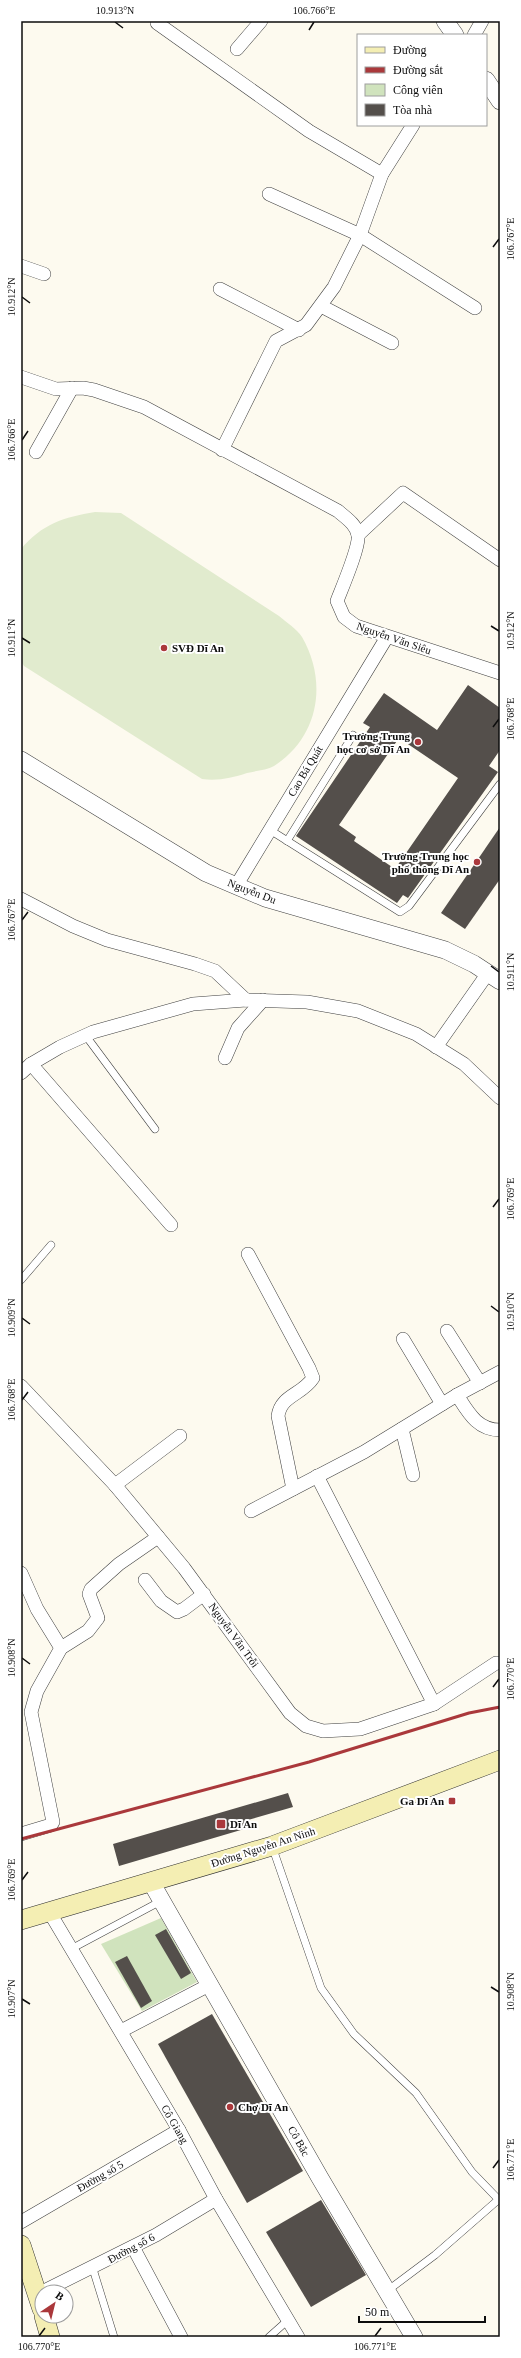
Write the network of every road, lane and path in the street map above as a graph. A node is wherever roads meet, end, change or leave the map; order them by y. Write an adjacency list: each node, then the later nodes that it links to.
1 (260, 21): 7 (street)
2 (445, 21): 5 (street)
3 (482, 21): 6 (street)
4 (157, 23): 11 (street)
5 (454, 34)
6 (475, 34)
7 (237, 50)
8 (487, 82): 9 (street)
9 (500, 101)
10 (412, 126): 11 (street)
11 (382, 174): 13 (street)
12 (269, 194): 13 (street)
13 (360, 235): 17 (street); 18 (street)
14 (21, 266): 15 (street)
15 (44, 274)
16 (220, 289): 19 (street)
17 (320, 306): 19 (street); 20 (street)
18 (475, 308)
19 (299, 330): 23 (street)
20 (392, 343)
21 (21, 377): 22 (street)
22 (72, 388): 23 (street); 24 (street)
23 (222, 450): 25 (street)
24 (36, 452)
25 (358, 535): 26 (street); 27 (street, Nguyễn Văn Siêu)
26 (500, 560)
27 (387, 637): 28 (street, Nguyễn Văn Siêu); 32 (street, Cao Bá Quát)
28 (500, 673)
29 (353, 735): 33 (lane)
30 (21, 760): 34 (street, Nguyễn Du)
31 (500, 784): 33 (lane)
32 (270, 830): 33 (lane); 34 (street, Cao Bá Quát)
33 (287, 841)
34 (236, 886): 36 (street, Nguyễn Du)
35 (21, 899): 37 (street)
36 (494, 977): 40 (street)
37 (246, 1000): 38 (street); 39 (street)
38 (263, 1000): 40 (street); 41 (street)
39 (86, 1036): 42 (street); 45 (lane)
40 (436, 1047): 44 (street)
41 (225, 1058)
42 (31, 1064): 43 (street); 46 (street)
43 (21, 1073)
44 (500, 1098)
45 (155, 1129)
46 (171, 1225)
47 (51, 1245): 49 (lane)
48 (248, 1254): 63 (street)
49 (21, 1280)
50 (447, 1331): 53 (street)
51 (403, 1339): 56 (street)
52 (500, 1372): 53 (street)
53 (480, 1382): 55 (street)
54 (21, 1386): 62 (street, Nguyễn Văn Trỗi)
55 (457, 1395): 56 (street); 58 (street)
56 (442, 1404): 57 (street)
57 (402, 1429): 60 (street); 61 (street)
58 (500, 1430)
59 (180, 1436): 62 (street)
60 (413, 1475)
61 (317, 1476): 63 (street); 71 (street)
62 (115, 1485): 65 (street, Nguyễn Văn Trỗi)
63 (293, 1489): 64 (street)
64 (251, 1511)
65 (158, 1537): 68 (street, Nguyễn Văn Trỗi); 69 (street)
66 (21, 1573): 69 (street)
67 (145, 1580): 68 (street)
68 (204, 1594): 71 (street, Nguyễn Văn Trỗi)
69 (61, 1648): 73 (street)
70 (499, 1662): 71 (street, Nguyễn Văn Trỗi)
71 (434, 1704)
72 (500, 1760): 74 (main road, Đường Nguyễn An Ninh)
73 (21, 1834)
74 (272, 1846): 75 (main road, Đường Nguyễn An Ninh); 84 (lane)
75 (151, 1882): 76 (street, Cô Bắc); 77 (main road, Đường Nguyễn An Ninh)
76 (162, 1901): 79 (lane); 80 (street, Cô Bắc)
77 (50, 1913): 78 (main road, Đường Nguyễn An Ninh); 79 (street, Cô Giang)
78 (21, 1920)
79 (71, 1948): 81 (street, Cô Giang)
80 (211, 1984): 81 (street); 91 (street, Cô Bắc)
81 (121, 2031): 82 (street, Cô Giang)
82 (179, 2130): 83 (street, Cô Giang); 85 (street, Đường số 5)
83 (216, 2199): 87 (street, Đường số 6); 92 (street, Cô Giang)
84 (499, 2201): 91 (lane)
85 (21, 2222)
86 (21, 2245): 89 (main road)
87 (133, 2247): 88 (street, Đường số 6); 96 (street)
88 (93, 2269): 90 (street, Đường số 6); 95 (lane)
89 (36, 2284)
90 (65, 2284)
91 (387, 2291): 99 (street, Cô Bắc)
92 (287, 2321): 97 (lane); 98 (street, Cô Giang)
93 (46, 2324): 94 (main road)
94 (50, 2337)
95 (114, 2337)
96 (182, 2337)
97 (269, 2337)
98 (298, 2337)
99 (414, 2337)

· · · · · · ·

**Aim of the exercise**
Each entry above should be copied exactly. The pictures should not.

**Response below**
Write the network of every road, lane and path in the street map above as a graph. A node is wherever roads meet, end, change or leave the map; order them by y. Write an adjacency list: each node, then the later nodes that it links to.
1 (260, 21): 7 (street)
2 (445, 21): 5 (street)
3 (482, 21): 6 (street)
4 (157, 23): 11 (street)
5 (454, 34)
6 (475, 34)
7 (237, 50)
8 (487, 82): 9 (street)
9 (500, 101)
10 (412, 126): 11 (street)
11 (382, 174): 13 (street)
12 (269, 194): 13 (street)
13 (360, 235): 17 (street); 18 (street)
14 (21, 266): 15 (street)
15 (44, 274)
16 (220, 289): 19 (street)
17 (320, 306): 19 (street); 20 (street)
18 (475, 308)
19 (299, 330): 23 (street)
20 (392, 343)
21 (21, 377): 22 (street)
22 (72, 388): 23 (street); 24 (street)
23 (222, 450): 25 (street)
24 (36, 452)
25 (358, 535): 26 (street); 27 (street, Nguyễn Văn Siêu)
26 (500, 560)
27 (387, 637): 28 (street, Nguyễn Văn Siêu); 32 (street, Cao Bá Quát)
28 (500, 673)
29 (353, 735): 33 (lane)
30 (21, 760): 34 (street, Nguyễn Du)
31 (500, 784): 33 (lane)
32 (270, 830): 33 (lane); 34 (street, Cao Bá Quát)
33 (287, 841)
34 (236, 886): 36 (street, Nguyễn Du)
35 (21, 899): 37 (street)
36 (494, 977): 40 (street)
37 (246, 1000): 38 (street); 39 (street)
38 (263, 1000): 40 (street); 41 (street)
39 (86, 1036): 42 (street); 45 (lane)
40 (436, 1047): 44 (street)
41 (225, 1058)
42 (31, 1064): 43 (street); 46 (street)
43 (21, 1073)
44 (500, 1098)
45 (155, 1129)
46 (171, 1225)
47 (51, 1245): 49 (lane)
48 (248, 1254): 63 (street)
49 (21, 1280)
50 (447, 1331): 53 (street)
51 (403, 1339): 56 (street)
52 (500, 1372): 53 (street)
53 (480, 1382): 55 (street)
54 (21, 1386): 62 (street, Nguyễn Văn Trỗi)
55 (457, 1395): 56 (street); 58 (street)
56 (442, 1404): 57 (street)
57 (402, 1429): 60 (street); 61 (street)
58 (500, 1430)
59 (180, 1436): 62 (street)
60 (413, 1475)
61 (317, 1476): 63 (street); 71 (street)
62 (115, 1485): 65 (street, Nguyễn Văn Trỗi)
63 (293, 1489): 64 (street)
64 (251, 1511)
65 (158, 1537): 68 (street, Nguyễn Văn Trỗi); 69 (street)
66 (21, 1573): 69 (street)
67 (145, 1580): 68 (street)
68 (204, 1594): 71 (street, Nguyễn Văn Trỗi)
69 (61, 1648): 73 (street)
70 (499, 1662): 71 (street, Nguyễn Văn Trỗi)
71 (434, 1704)
72 (500, 1760): 74 (main road, Đường Nguyễn An Ninh)
73 (21, 1834)
74 (272, 1846): 75 (main road, Đường Nguyễn An Ninh); 84 (lane)
75 (151, 1882): 76 (street, Cô Bắc); 77 (main road, Đường Nguyễn An Ninh)
76 (162, 1901): 79 (lane); 80 (street, Cô Bắc)
77 (50, 1913): 78 (main road, Đường Nguyễn An Ninh); 79 (street, Cô Giang)
78 (21, 1920)
79 (71, 1948): 81 (street, Cô Giang)
80 (211, 1984): 81 (street); 91 (street, Cô Bắc)
81 (121, 2031): 82 (street, Cô Giang)
82 (179, 2130): 83 (street, Cô Giang); 85 (street, Đường số 5)
83 (216, 2199): 87 (street, Đường số 6); 92 (street, Cô Giang)
84 (499, 2201): 91 (lane)
85 (21, 2222)
86 (21, 2245): 89 (main road)
87 (133, 2247): 88 (street, Đường số 6); 96 (street)
88 (93, 2269): 90 (street, Đường số 6); 95 (lane)
89 (36, 2284)
90 (65, 2284)
91 (387, 2291): 99 (street, Cô Bắc)
92 (287, 2321): 97 (lane); 98 (street, Cô Giang)
93 (46, 2324): 94 (main road)
94 (50, 2337)
95 (114, 2337)
96 (182, 2337)
97 (269, 2337)
98 (298, 2337)
99 (414, 2337)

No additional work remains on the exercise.